# Records provided
::::::::
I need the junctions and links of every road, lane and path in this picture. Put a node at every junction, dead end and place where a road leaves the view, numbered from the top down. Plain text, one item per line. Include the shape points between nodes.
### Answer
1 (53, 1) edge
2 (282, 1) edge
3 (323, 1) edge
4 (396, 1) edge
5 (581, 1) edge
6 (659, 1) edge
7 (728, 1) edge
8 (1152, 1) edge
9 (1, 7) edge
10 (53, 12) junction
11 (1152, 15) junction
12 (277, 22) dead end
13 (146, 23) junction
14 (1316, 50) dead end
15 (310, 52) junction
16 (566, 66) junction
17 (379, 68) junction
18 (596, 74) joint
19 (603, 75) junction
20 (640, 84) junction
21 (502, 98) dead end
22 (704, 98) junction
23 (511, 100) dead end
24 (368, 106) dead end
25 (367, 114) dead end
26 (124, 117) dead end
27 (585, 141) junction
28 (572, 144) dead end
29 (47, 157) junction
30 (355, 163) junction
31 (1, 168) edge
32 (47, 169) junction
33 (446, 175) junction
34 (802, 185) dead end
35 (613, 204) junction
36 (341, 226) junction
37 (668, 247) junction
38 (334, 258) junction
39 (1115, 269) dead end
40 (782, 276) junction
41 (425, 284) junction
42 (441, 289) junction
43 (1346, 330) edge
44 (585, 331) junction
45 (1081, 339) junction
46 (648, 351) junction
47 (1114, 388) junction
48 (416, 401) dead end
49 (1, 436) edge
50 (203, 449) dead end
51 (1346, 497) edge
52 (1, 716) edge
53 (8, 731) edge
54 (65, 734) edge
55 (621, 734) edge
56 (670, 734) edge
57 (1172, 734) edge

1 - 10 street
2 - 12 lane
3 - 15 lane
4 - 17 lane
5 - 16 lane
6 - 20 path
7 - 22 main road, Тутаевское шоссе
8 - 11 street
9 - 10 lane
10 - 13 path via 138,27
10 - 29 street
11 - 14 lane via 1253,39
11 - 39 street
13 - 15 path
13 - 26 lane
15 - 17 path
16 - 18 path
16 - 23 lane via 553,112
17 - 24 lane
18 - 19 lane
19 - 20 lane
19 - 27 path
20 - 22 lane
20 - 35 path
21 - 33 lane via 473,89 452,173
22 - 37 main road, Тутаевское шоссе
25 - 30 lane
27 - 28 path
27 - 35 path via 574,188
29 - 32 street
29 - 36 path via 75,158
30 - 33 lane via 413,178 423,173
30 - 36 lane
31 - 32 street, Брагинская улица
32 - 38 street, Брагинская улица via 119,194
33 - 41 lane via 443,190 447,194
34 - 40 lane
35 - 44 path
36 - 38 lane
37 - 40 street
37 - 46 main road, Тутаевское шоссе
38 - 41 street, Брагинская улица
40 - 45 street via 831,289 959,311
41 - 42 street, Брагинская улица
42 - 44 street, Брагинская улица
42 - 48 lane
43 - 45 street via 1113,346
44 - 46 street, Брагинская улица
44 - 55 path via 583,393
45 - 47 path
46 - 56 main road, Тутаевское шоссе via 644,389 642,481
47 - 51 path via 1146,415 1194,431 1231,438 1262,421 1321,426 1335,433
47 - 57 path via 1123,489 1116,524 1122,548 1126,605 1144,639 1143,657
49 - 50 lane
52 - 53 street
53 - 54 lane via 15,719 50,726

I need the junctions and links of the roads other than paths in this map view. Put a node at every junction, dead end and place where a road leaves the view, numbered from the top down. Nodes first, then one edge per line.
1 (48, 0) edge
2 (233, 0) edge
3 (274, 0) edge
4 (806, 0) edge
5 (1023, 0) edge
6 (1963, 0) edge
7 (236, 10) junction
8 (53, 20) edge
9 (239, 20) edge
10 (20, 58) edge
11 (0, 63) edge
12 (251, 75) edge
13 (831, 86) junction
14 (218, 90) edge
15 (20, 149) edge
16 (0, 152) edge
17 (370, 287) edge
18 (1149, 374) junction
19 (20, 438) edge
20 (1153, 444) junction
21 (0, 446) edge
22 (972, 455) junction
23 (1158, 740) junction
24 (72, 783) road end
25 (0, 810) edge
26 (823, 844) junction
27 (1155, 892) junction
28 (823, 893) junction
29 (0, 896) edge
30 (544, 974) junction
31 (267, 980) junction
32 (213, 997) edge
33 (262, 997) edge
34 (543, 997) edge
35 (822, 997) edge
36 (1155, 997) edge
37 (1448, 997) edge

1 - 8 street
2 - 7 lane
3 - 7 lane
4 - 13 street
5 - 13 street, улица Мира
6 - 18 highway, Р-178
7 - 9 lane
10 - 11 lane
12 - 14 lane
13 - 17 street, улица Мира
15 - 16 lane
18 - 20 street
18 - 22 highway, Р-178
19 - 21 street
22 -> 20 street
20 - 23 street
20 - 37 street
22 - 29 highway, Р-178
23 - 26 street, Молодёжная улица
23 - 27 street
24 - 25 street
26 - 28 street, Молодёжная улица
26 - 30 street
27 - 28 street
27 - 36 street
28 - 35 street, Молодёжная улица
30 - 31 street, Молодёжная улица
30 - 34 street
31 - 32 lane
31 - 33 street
::::::::
Line by line, retype the whole listing exactly.

I need the junctions and links of every road, lane and path in this picture. Put a node at every junction, dead end and place where a road leaves the view, numbered from the top down. Plain text, one item per line. Include the shape points between nodes.
### Answer
1 (53, 1) edge
2 (282, 1) edge
3 (323, 1) edge
4 (396, 1) edge
5 (581, 1) edge
6 (659, 1) edge
7 (728, 1) edge
8 (1152, 1) edge
9 (1, 7) edge
10 (53, 12) junction
11 (1152, 15) junction
12 (277, 22) dead end
13 (146, 23) junction
14 (1316, 50) dead end
15 (310, 52) junction
16 (566, 66) junction
17 (379, 68) junction
18 (596, 74) joint
19 (603, 75) junction
20 (640, 84) junction
21 (502, 98) dead end
22 (704, 98) junction
23 (511, 100) dead end
24 (368, 106) dead end
25 (367, 114) dead end
26 (124, 117) dead end
27 (585, 141) junction
28 (572, 144) dead end
29 (47, 157) junction
30 (355, 163) junction
31 (1, 168) edge
32 (47, 169) junction
33 (446, 175) junction
34 (802, 185) dead end
35 (613, 204) junction
36 (341, 226) junction
37 (668, 247) junction
38 (334, 258) junction
39 (1115, 269) dead end
40 (782, 276) junction
41 (425, 284) junction
42 (441, 289) junction
43 (1346, 330) edge
44 (585, 331) junction
45 (1081, 339) junction
46 (648, 351) junction
47 (1114, 388) junction
48 (416, 401) dead end
49 (1, 436) edge
50 (203, 449) dead end
51 (1346, 497) edge
52 (1, 716) edge
53 (8, 731) edge
54 (65, 734) edge
55 (621, 734) edge
56 (670, 734) edge
57 (1172, 734) edge

1 - 10 street
2 - 12 lane
3 - 15 lane
4 - 17 lane
5 - 16 lane
6 - 20 path
7 - 22 main road, Тутаевское шоссе
8 - 11 street
9 - 10 lane
10 - 13 path via 138,27
10 - 29 street
11 - 14 lane via 1253,39
11 - 39 street
13 - 15 path
13 - 26 lane
15 - 17 path
16 - 18 path
16 - 23 lane via 553,112
17 - 24 lane
18 - 19 lane
19 - 20 lane
19 - 27 path
20 - 22 lane
20 - 35 path
21 - 33 lane via 473,89 452,173
22 - 37 main road, Тутаевское шоссе
25 - 30 lane
27 - 28 path
27 - 35 path via 574,188
29 - 32 street
29 - 36 path via 75,158
30 - 33 lane via 413,178 423,173
30 - 36 lane
31 - 32 street, Брагинская улица
32 - 38 street, Брагинская улица via 119,194
33 - 41 lane via 443,190 447,194
34 - 40 lane
35 - 44 path
36 - 38 lane
37 - 40 street
37 - 46 main road, Тутаевское шоссе
38 - 41 street, Брагинская улица
40 - 45 street via 831,289 959,311
41 - 42 street, Брагинская улица
42 - 44 street, Брагинская улица
42 - 48 lane
43 - 45 street via 1113,346
44 - 46 street, Брагинская улица
44 - 55 path via 583,393
45 - 47 path
46 - 56 main road, Тутаевское шоссе via 644,389 642,481
47 - 51 path via 1146,415 1194,431 1231,438 1262,421 1321,426 1335,433
47 - 57 path via 1123,489 1116,524 1122,548 1126,605 1144,639 1143,657
49 - 50 lane
52 - 53 street
53 - 54 lane via 15,719 50,726

I need the junctions and links of the roads other than paths in this map view. Put a node at every junction, dead end and place where a road leaves the view, numbered from the top down. Nodes first, then one edge per line.
1 (48, 0) edge
2 (233, 0) edge
3 (274, 0) edge
4 (806, 0) edge
5 (1023, 0) edge
6 (1963, 0) edge
7 (236, 10) junction
8 (53, 20) edge
9 (239, 20) edge
10 (20, 58) edge
11 (0, 63) edge
12 (251, 75) edge
13 (831, 86) junction
14 (218, 90) edge
15 (20, 149) edge
16 (0, 152) edge
17 (370, 287) edge
18 (1149, 374) junction
19 (20, 438) edge
20 (1153, 444) junction
21 (0, 446) edge
22 (972, 455) junction
23 (1158, 740) junction
24 (72, 783) road end
25 (0, 810) edge
26 (823, 844) junction
27 (1155, 892) junction
28 (823, 893) junction
29 (0, 896) edge
30 (544, 974) junction
31 (267, 980) junction
32 (213, 997) edge
33 (262, 997) edge
34 (543, 997) edge
35 (822, 997) edge
36 (1155, 997) edge
37 (1448, 997) edge

1 - 8 street
2 - 7 lane
3 - 7 lane
4 - 13 street
5 - 13 street, улица Мира
6 - 18 highway, Р-178
7 - 9 lane
10 - 11 lane
12 - 14 lane
13 - 17 street, улица Мира
15 - 16 lane
18 - 20 street
18 - 22 highway, Р-178
19 - 21 street
22 -> 20 street
20 - 23 street
20 - 37 street
22 - 29 highway, Р-178
23 - 26 street, Молодёжная улица
23 - 27 street
24 - 25 street
26 - 28 street, Молодёжная улица
26 - 30 street
27 - 28 street
27 - 36 street
28 - 35 street, Молодёжная улица
30 - 31 street, Молодёжная улица
30 - 34 street
31 - 32 lane
31 - 33 street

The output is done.